Trigger Events for Addison’s Disease Lurk All Around

For any number of reasons, we feel ill but decide that it’s something innocuous. It might be that tickle in the back of your throat, causing those innocent little coughs that make people think you are trying to get their attention. It could be the fact that you wipe your nose three times in five minutes all day long. Perhaps it’s the fact that you’re sweating in the room where everyone else is wearing a sweater or a shawl, and you attribute it to your thick Scandinavian blood.

Just me, or is it hot in here? Source: www.giphy.com

For most of us, these might be very minor ailments that our bodies deal with, without our help or knowledge. But for some, these could be the warning signs of something serious… like a flare up of Addison’s disease.

For Peter Thornton, the executive behind DermaTuff Thin Skin Protective Wear, something that seemed harmless turned out to be quite serious. In October 2009, Mr. Thornton was preparing for the long drive home from a conference when he started to feel a bit off.

He dismissed this as the beginnings of a cold.

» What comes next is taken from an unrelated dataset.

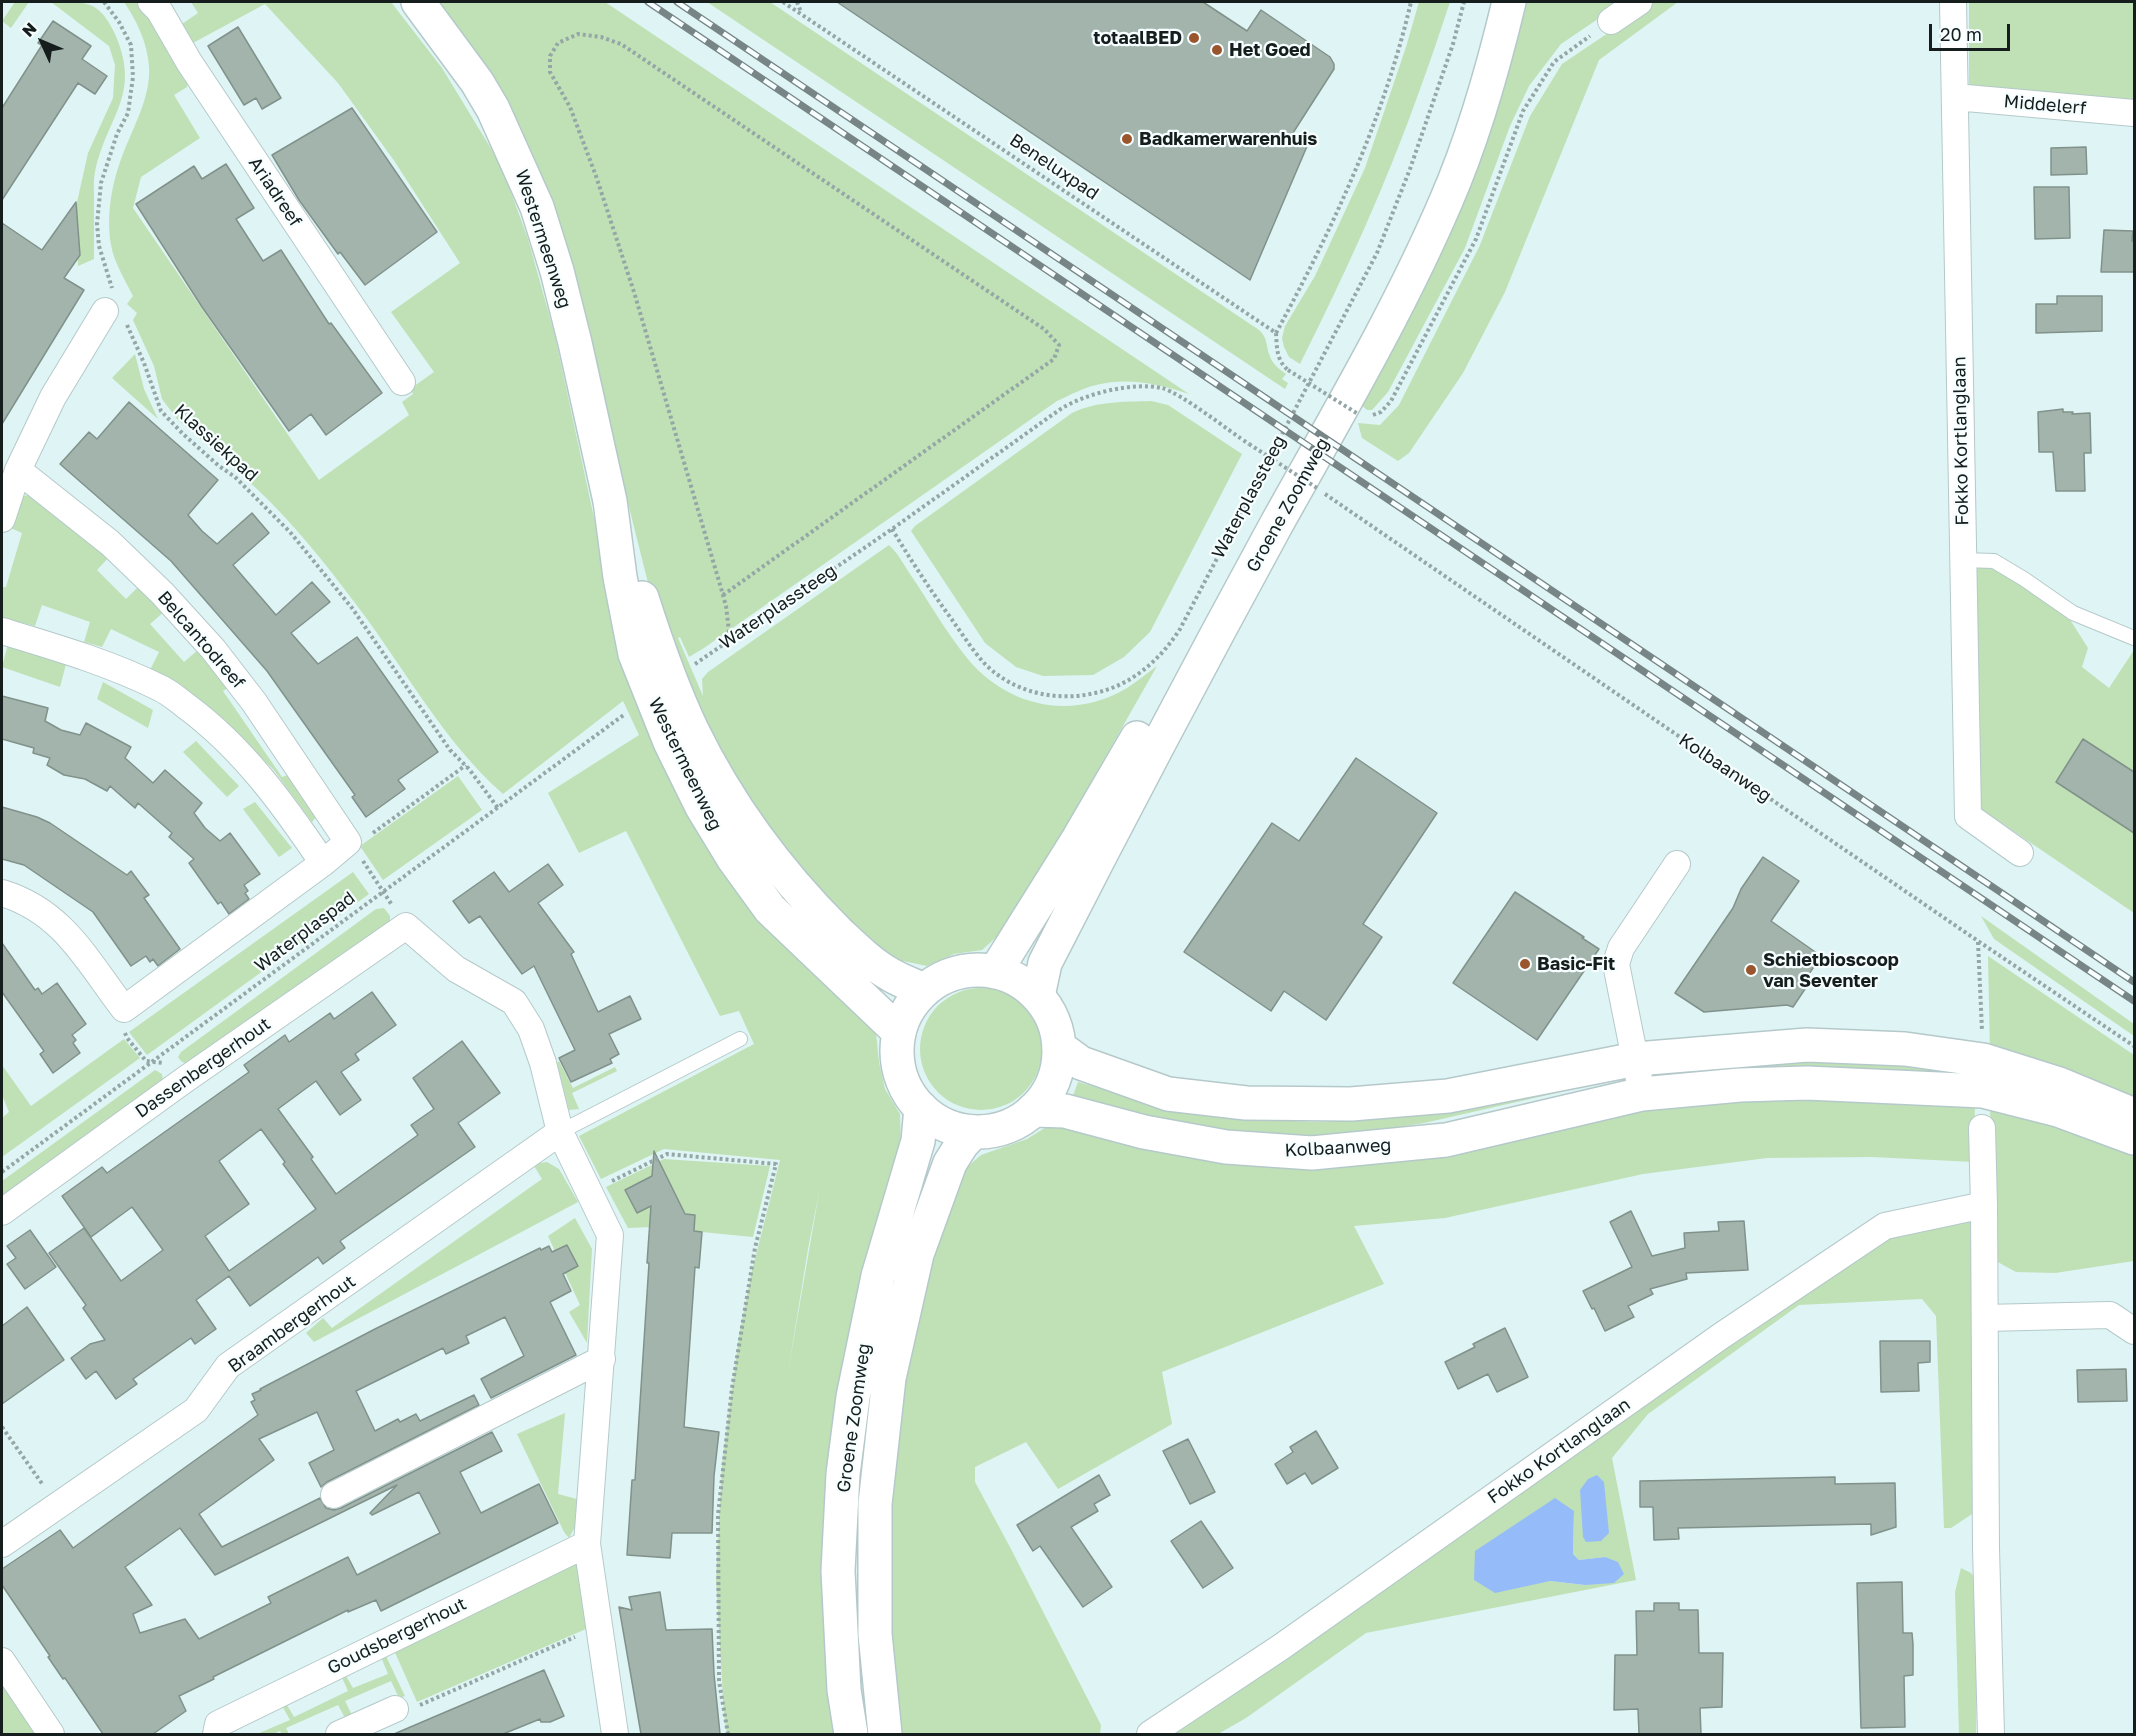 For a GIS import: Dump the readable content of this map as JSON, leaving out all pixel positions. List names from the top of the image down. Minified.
{"streets":{"street":["Middelerf","Ariadreef","Westermeenweg","Fokko Kortlanglaan","Groene Zoomweg","Belcantodreef","Kolbaanweg","Dassenbergerhout","Braambergerhout","Goudsbergerhout"],"path":["Beneluxpad","Klassiekpad","Waterplassteeg","Waterplaspad"]},"crossings":[["Middelerf","Fokko Kortlanglaan"],["Westermeenweg","Groene Zoomweg"],["Westermeenweg","Kolbaanweg"],["Klassiekpad","Waterplaspad"],["Waterplassteeg","Kolbaanweg"],["Groene Zoomweg","Kolbaanweg"]],"places":["totaalBED","Het Goed","Badkamerwarenhuis","Basic-Fit","Schietbioscoop van Seventer"],"scale_bar":"20 m","north":"top left"}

His symptoms escalated quickly as he drove home. He was cold to the point of shivering, despite turning the car’s heater up to max. He felt uncontrollably thirsty as well. By the time he arrived home, his delirium was so intense that he struggled to get in the door, up the stairs, and into bed.

It didn’t dawn on him until the next morning that he was experiencing a flare up of his Addison’s disease caused by a minor viral infection.

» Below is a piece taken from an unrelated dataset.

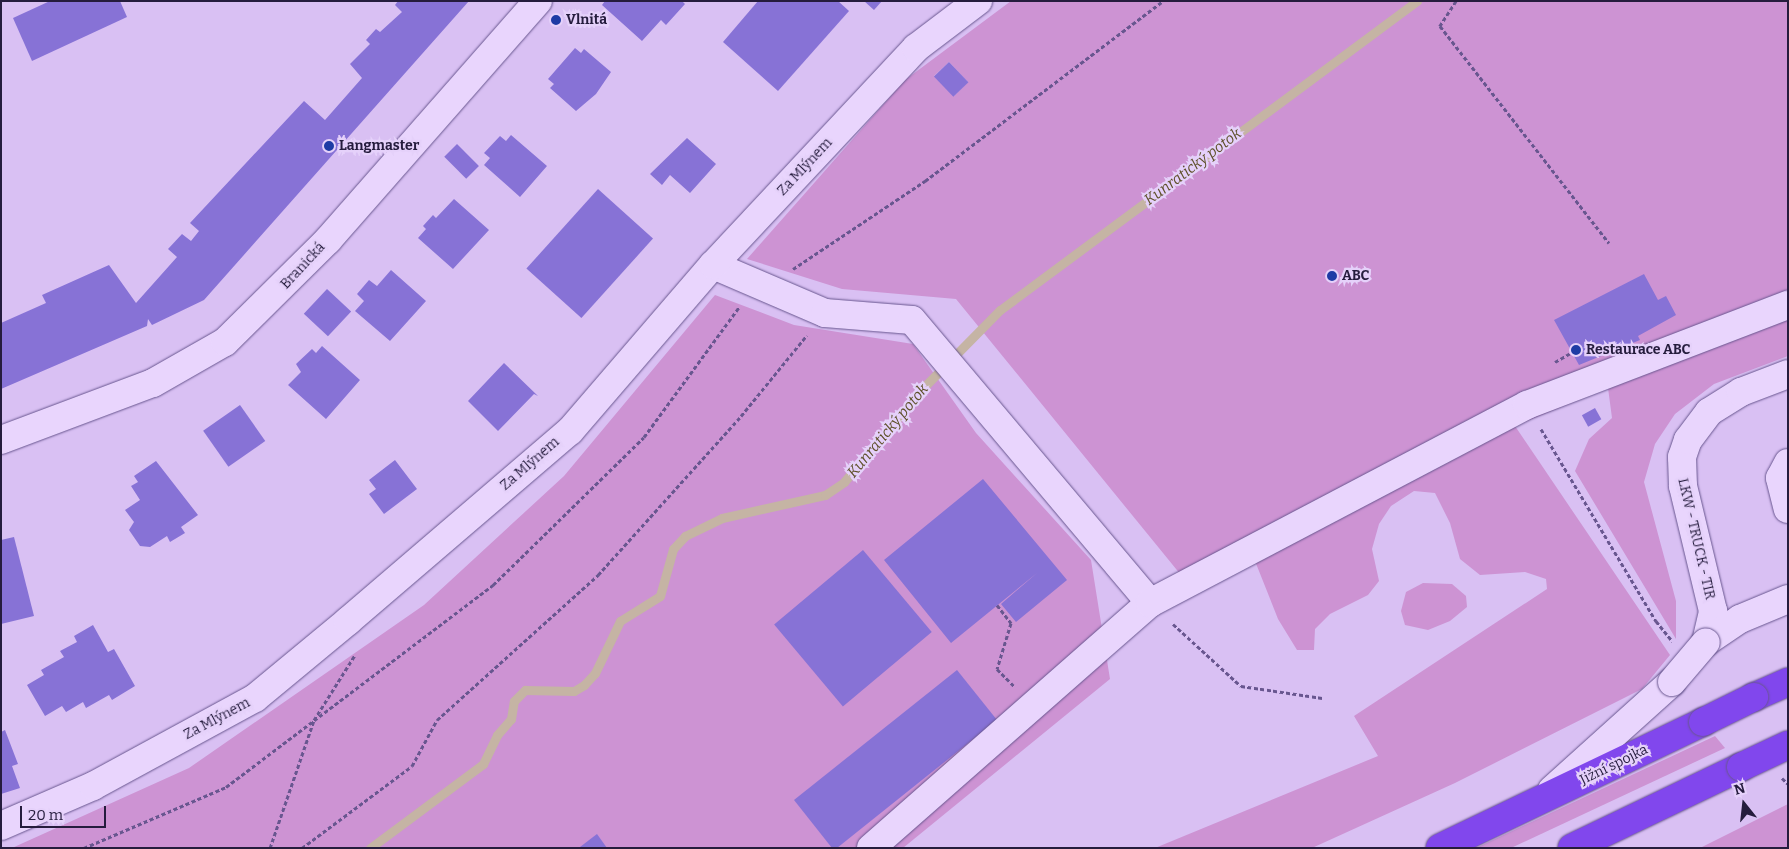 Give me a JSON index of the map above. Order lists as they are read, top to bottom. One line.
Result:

His Addison’s was the unfortunate result of medicine he took for several decades to treat something diagnosed as asthma. The cortisone was meant to treat the asthma, but it ended up shutting down his adrenal glands entirely, making it easy for him to develop Addison’s.

Mr. Thornton mega-dosed his cortisone the next morning and was feeling relatively normal within just a few hours. He learned that Addison’s triggers, like with many other diseases, can lurk, hidden away, waiting to pounce.

Don’t ignore Peter Thornton’s lessons.